Wavefunction Collapse

Consider a spatially extended wavefunction, $\psi(x,t)$. According to our usual interpretation, $\vert\psi(x,t)\vert^{\,2}\,dx$ is proportional to the probability of a measurement of the particle's position yielding a value in the range $x$ to $x+dx$ at time $t$. Thus, if the wavefunction is extended then there is a wide range of likely values that such a measurement could give. Suppose, however, that we make a measurement of the particle's position, and obtain the value $x_0$. We now know that the particle is located at $x=x_0$. If we make another measurement, immediately after the first one, then what value would we expect to obtain? Common sense tells us that we should obtain the same value, $x_0$, because the particle cannot have shifted position appreciably in an infinitesimal time interval. Thus, immediately after the first measurement, a measurement of the particle's position is certain to give the value $x_0$, and has no chance of giving any other value. This implies that the wavefunction must have collapsed to some sort of “spike” function, centered on $x=x_0$. This idea is illustrated in Figure 11.4. As soon as the wavefunction collapses, it starts to expand again, as described in the previous section. Thus, the second measurement must be made reasonably quickly after the first one, otherwise the same result will not necessarily be obtained.

Figure 11.4: Collapse of the wavefunction upon measurement of $x$.

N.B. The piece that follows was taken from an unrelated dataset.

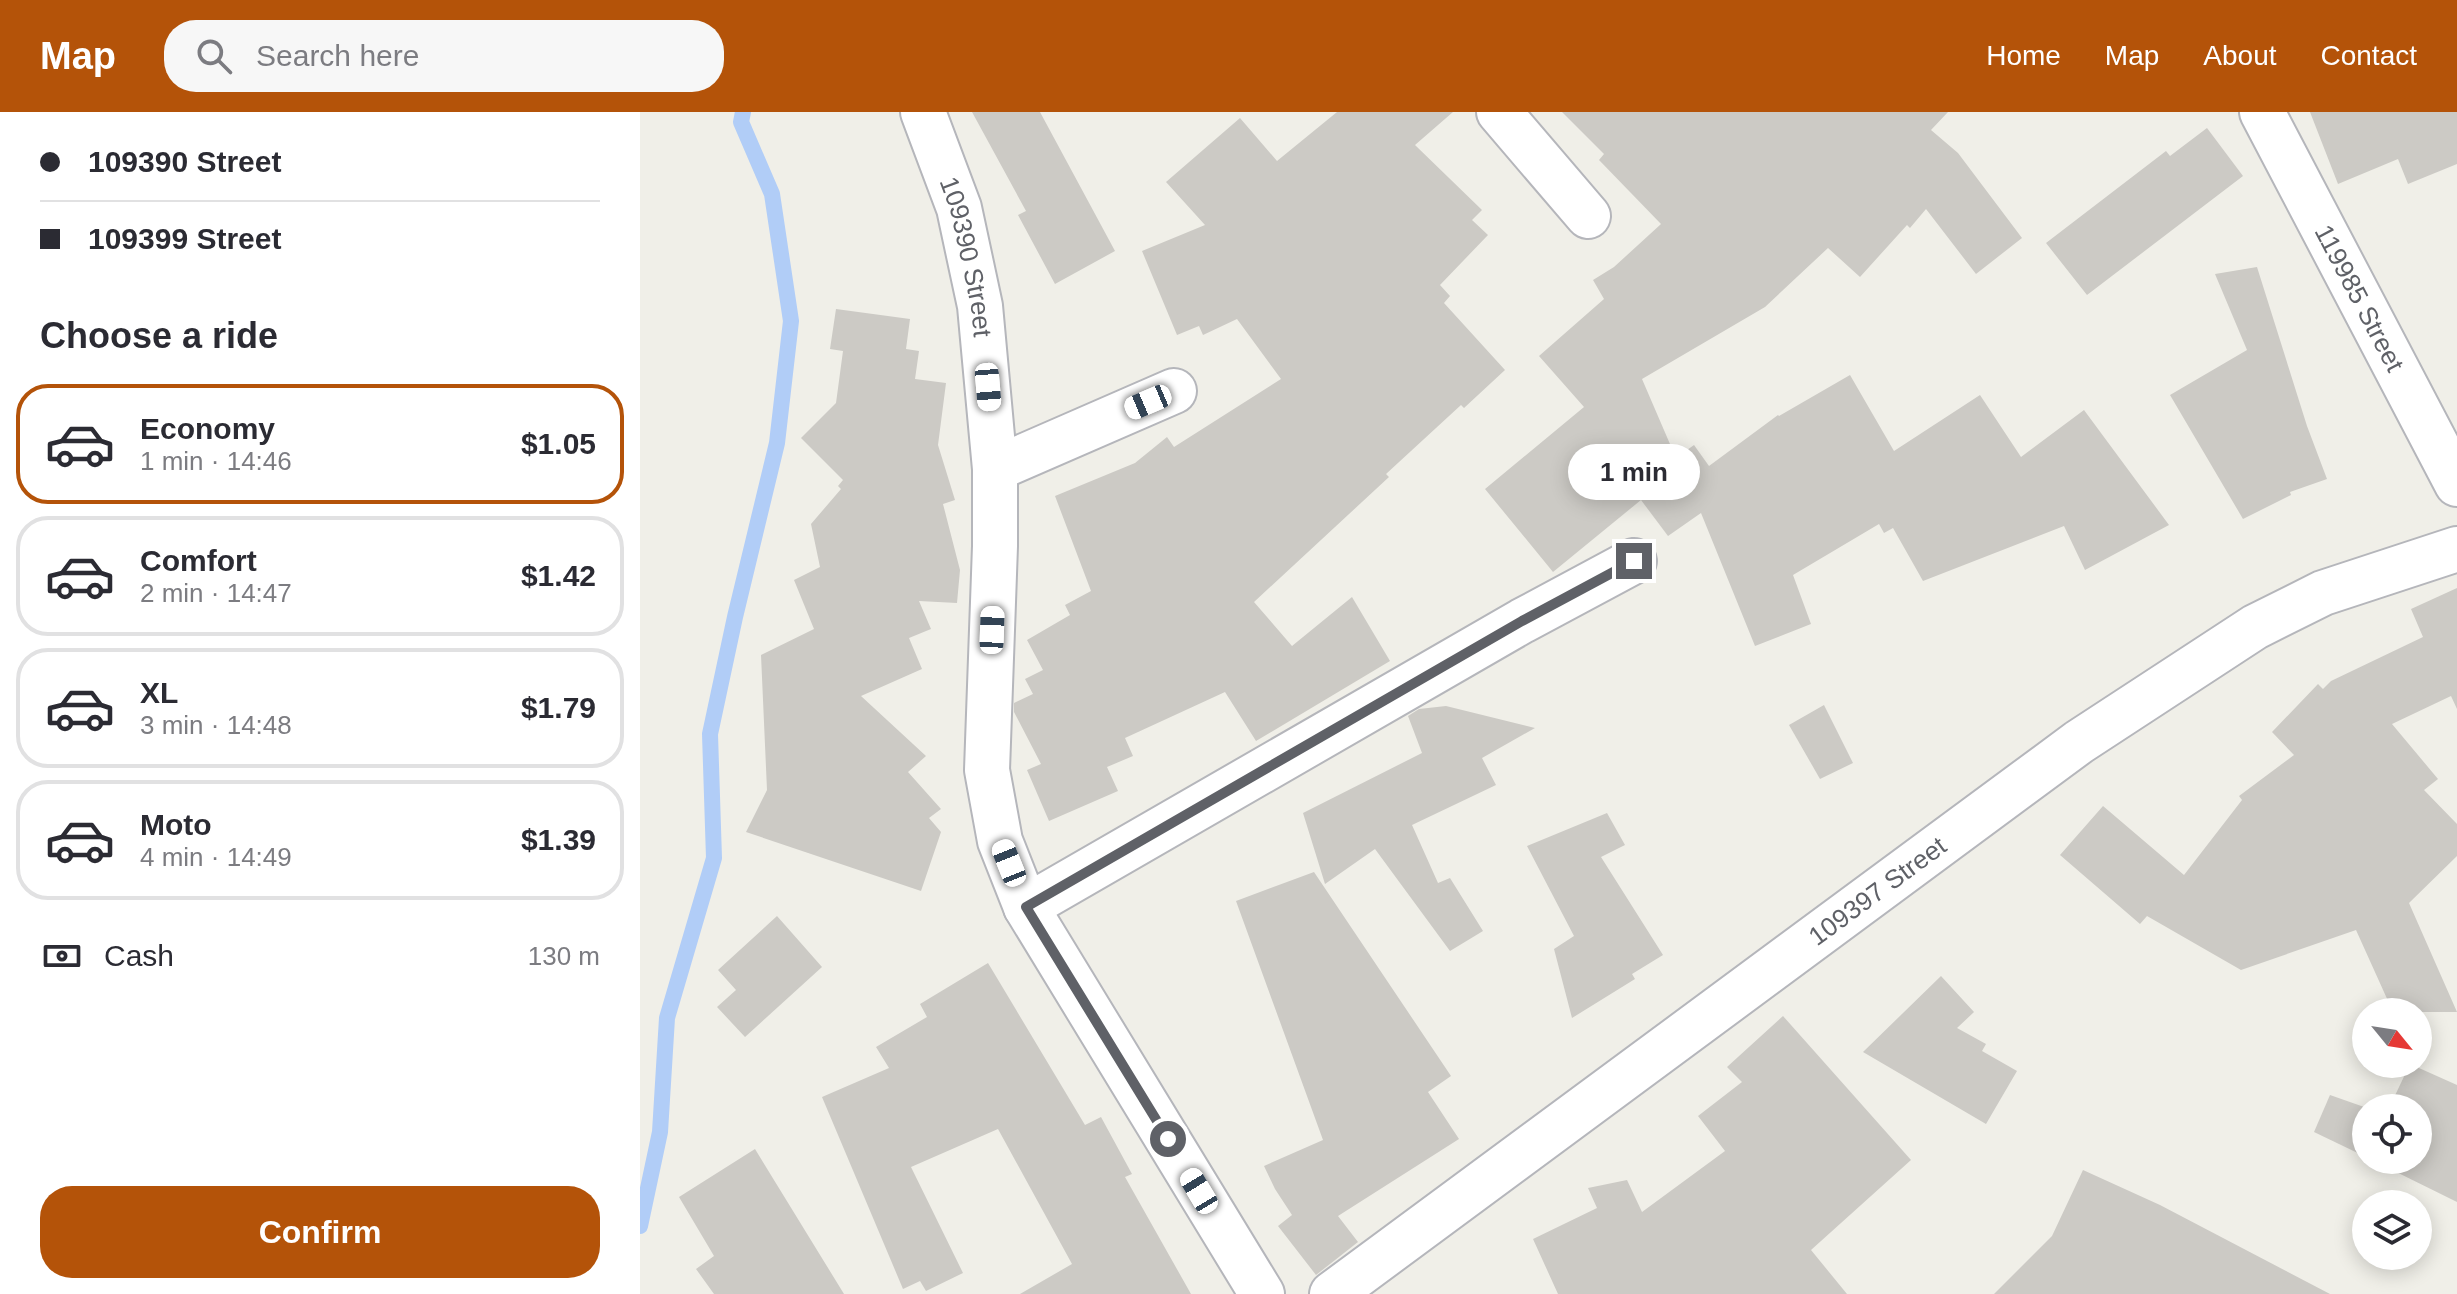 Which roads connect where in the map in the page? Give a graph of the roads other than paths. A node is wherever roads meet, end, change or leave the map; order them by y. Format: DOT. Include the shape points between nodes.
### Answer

The preceding discussion illustrates an important point in wave mechanics. That is, the wavefunction of a massive particle changes discontinuously (in time) whenever a measurement of the particle's position is made. We conclude that there are two types of time evolution of the wavefunction in wave mechanics. First, there is a smooth evolution that is governed by Schrödinger's equation. This evolution takes place between measurements. Second, there is a discontinuous evolution that takes place each time a measurement is made.